You can use .normalize(imagenet_stats) but I think as as long as you match your training and testing normalization, that will be okay. Haven’t tested that and still learning the theory.

Jeremy was kind to reply my question in-class ( got 16 votes ). And I am copying the answer from @hiromi 's lesson 3 notes

Question : Some satellite images have 4 channels. How can we deal with data that has 4 channels or 2 channels when using pre-trained models? [1:59:09]

I think that’s something that we’re going to try and incorporate into fast AI. So hopefully, by the time you watch this video, there’ll be easier ways to do this. But the basic idea is a pre-trained ImageNet model expects a red green and blue pixels. So if you’ve only got two channels, there’s a few things you can do but basically you’ll want to create a third channel. You can create the third channel as either being all zeros, or it could be the average of the other two channels. So you can just use you know normal PyTorch arithmetic to create that third channel. You could either do that ahead of time in a little loop and save your three channel versions, or you could create a custom dataset class that does that on demand.

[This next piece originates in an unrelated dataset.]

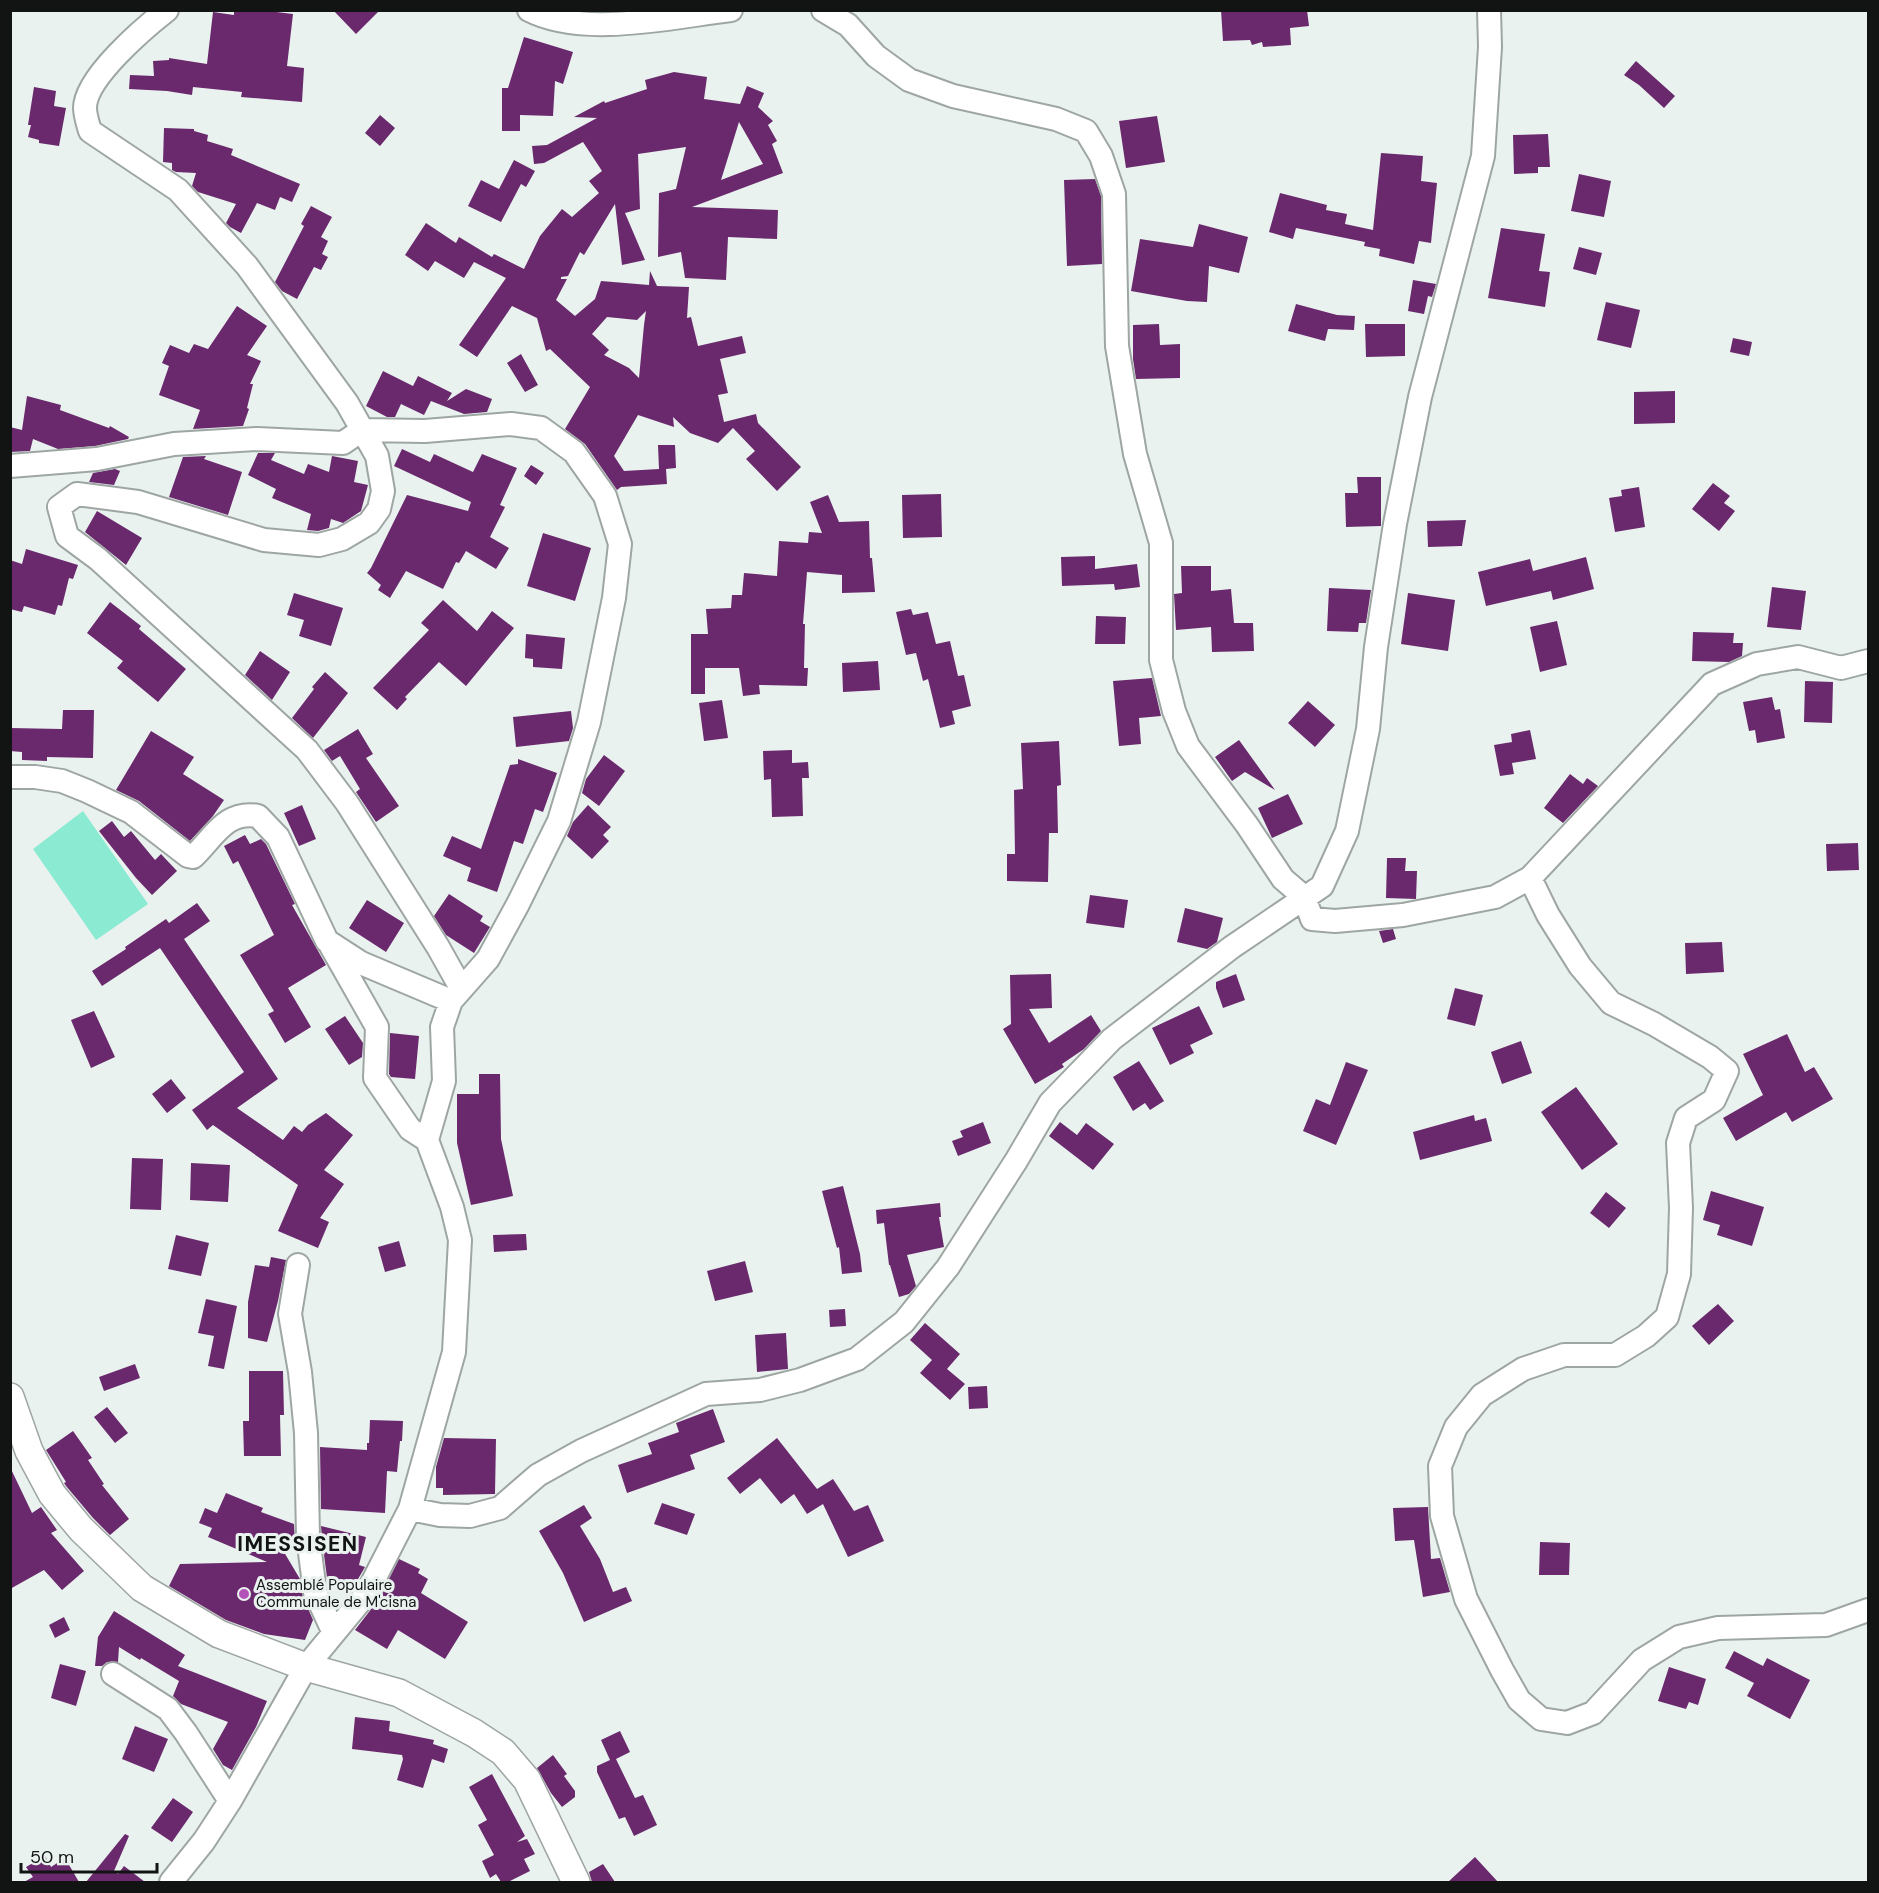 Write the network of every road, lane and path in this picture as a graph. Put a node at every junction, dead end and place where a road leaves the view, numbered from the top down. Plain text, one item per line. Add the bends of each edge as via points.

For 4 channel, you probably don’t want to get rid of the 4th channel. So instead, what you’d have to do is to actually modify the model itself. So to know how to do that, we’ll only know how to do in a couple more lessons time. But basically the idea is that the initial weight matrix (weight matrix is really the wrong term, they’re not weight matrices; their weight tensors so they can have more than just two dimensions), so that initial weight tensor in the neural net, one of its axes is going to have three slices in it. So you would just have to change that to add an extra slice, which I would generally just initialize to zero or to some random numbers. So that’s the short version. But really to understand exactly what I meant by that, we’re going to need a couple more lessons to get there.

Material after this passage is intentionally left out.